I’ve had this issue ever since beginning to use my Helios. It first happened when I tried building a RAID with OpenMediaVault: It would crash and reboot while building. Sometimes after only 10 minutes, sometimes after 8+ hours of working. The same is true for video transcoding nowadays: it will sometimes crash after a little while, sometimes after a few consecutive hours of working, but it will never be able to work much longer than 12 hours on such a task. Copying large files from the internet has a similar risk of crashing it.
Also, it will not save the crash in the logs. For some reason, the timeframe when it crashed was always gone from the logs. Nowadays it’s even worse: My logs only go until December 11th and even if I clear them on the OMV interface, after the next reboot, they are there again and it refuses to log anything new.

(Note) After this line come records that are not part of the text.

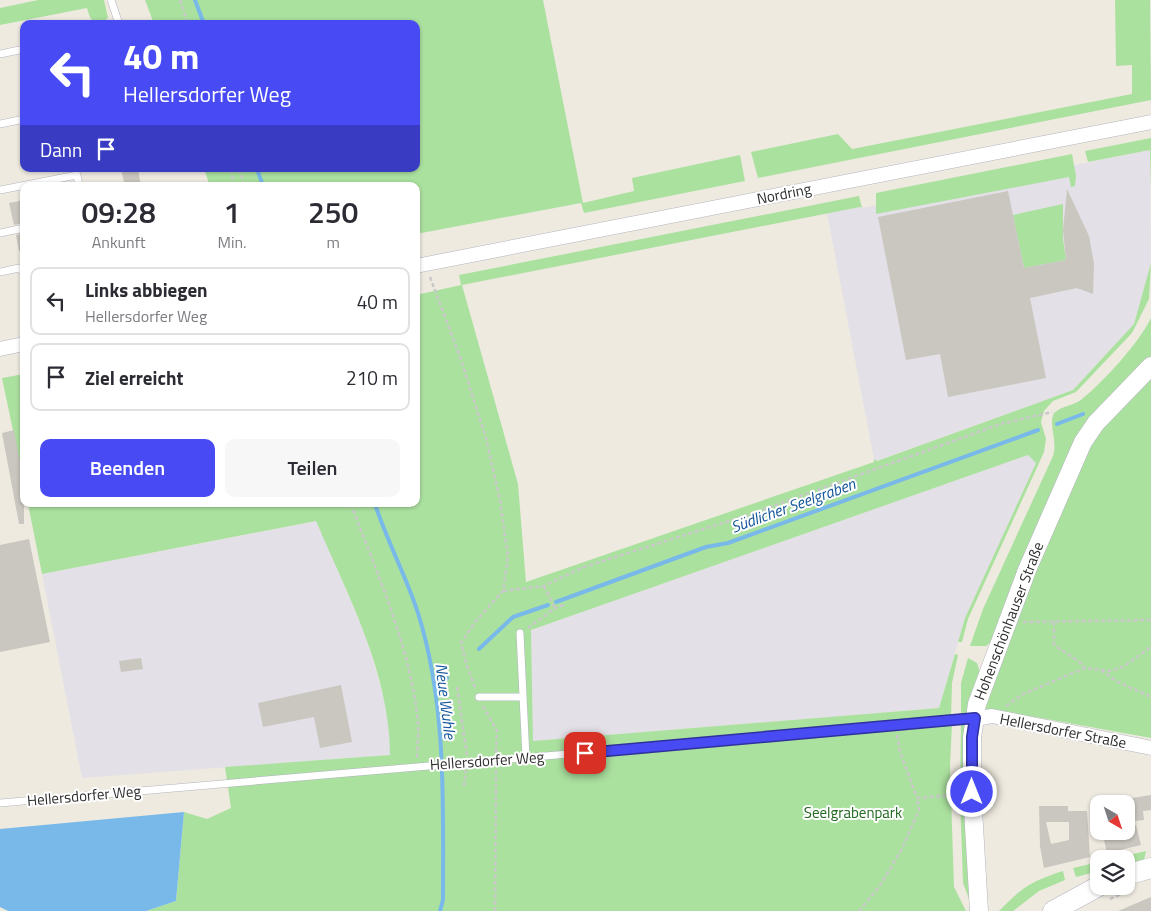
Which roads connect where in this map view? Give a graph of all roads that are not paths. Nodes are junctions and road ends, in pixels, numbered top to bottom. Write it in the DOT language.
graph roads {
  1 [pos="111,0"];
  2 [pos="118,20"];
  3 [pos="20,50"];
  4 [pos="0,54"];
  5 [pos="20,120"];
  6 [pos="1151,122"];
  7 [pos="0,124"];
  8 [pos="41,182"];
  9 [pos="78,182"];
  10 [pos="20,186"];
  11 [pos="0,190"];
  12 [pos="20,229"];
  13 [pos="0,233"];
  14 [pos="420,265"];
  15 [pos="20,269"];
  16 [pos="0,272"];
  17 [pos="20,345"];
  18 [pos="0,349"];
  19 [pos="1151,366"];
  20 [pos="520,633"];
  21 [pos="479,697"];
  22 [pos="523,698"];
  23 [pos="975,718"];
  24 [pos="1151,748"];
  25 [pos="526,758"];
  26 [pos="0,803"];
  27 [pos="1151,868"];
  28 [pos="1135,878"];
  29 [pos="1098,895"];
  30 [pos="979,911"];
  31 [pos="1053,911"];
  1 -- 2 [label="lane"];
  3 -- 4 [label="lane"];
  5 -- 7 [label="lane"];
  6 -- 14 [label="street, Nordring"];
  8 -- 9 [label="lane"];
  10 -- 11 [label="lane"];
  12 -- 13 [label="lane"];
  15 -- 16 [label="lane"];
  17 -- 18 [label="street"];
  19 -- 23 [label="street, Hohenschönhauser Straße"];
  20 -- 22 [label="lane"];
  21 -- 22 [label="lane"];
  22 -- 25 [label="lane"];
  23 -- 24 [label="street, Hellersdorfer Straße"];
  23 -- 25 [label="lane, Hellersdorfer Weg"];
  23 -- 30 [label="street, Hohenschönhauser Straße"];
  25 -- 26 [label="lane, Hellersdorfer Weg"];
  27 -- 28 [label="main road"];
  29 -- 31 [label="main road"];
}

While the server is performing a demanding task, most figures in the ssh screen will be red: System Load at around 170%, CPU temp at 70°C etc. CPU usage on the OMV interface will be around 97%.
At first I thought it was normal but a friend of mine told me servers should absolutely never reboot on their own; that this is an indication something is not right.
My impression from the above-described behavior is that somehow my machine isn’t able to limit the amount of CPU used. I expected the server to become slower under more CPU stress, but instead it seems to not regulate well at all and overwork itself. Or maybe some part of the software/hardware is faulty and will randomly cause a crash.
As you may have noticed, I’m rather new to a lot of things here. I have no idea how to even begin troubleshooting this so I’ll need some pointers from you. What could be the cause for this and what tests can I do to narrow it down?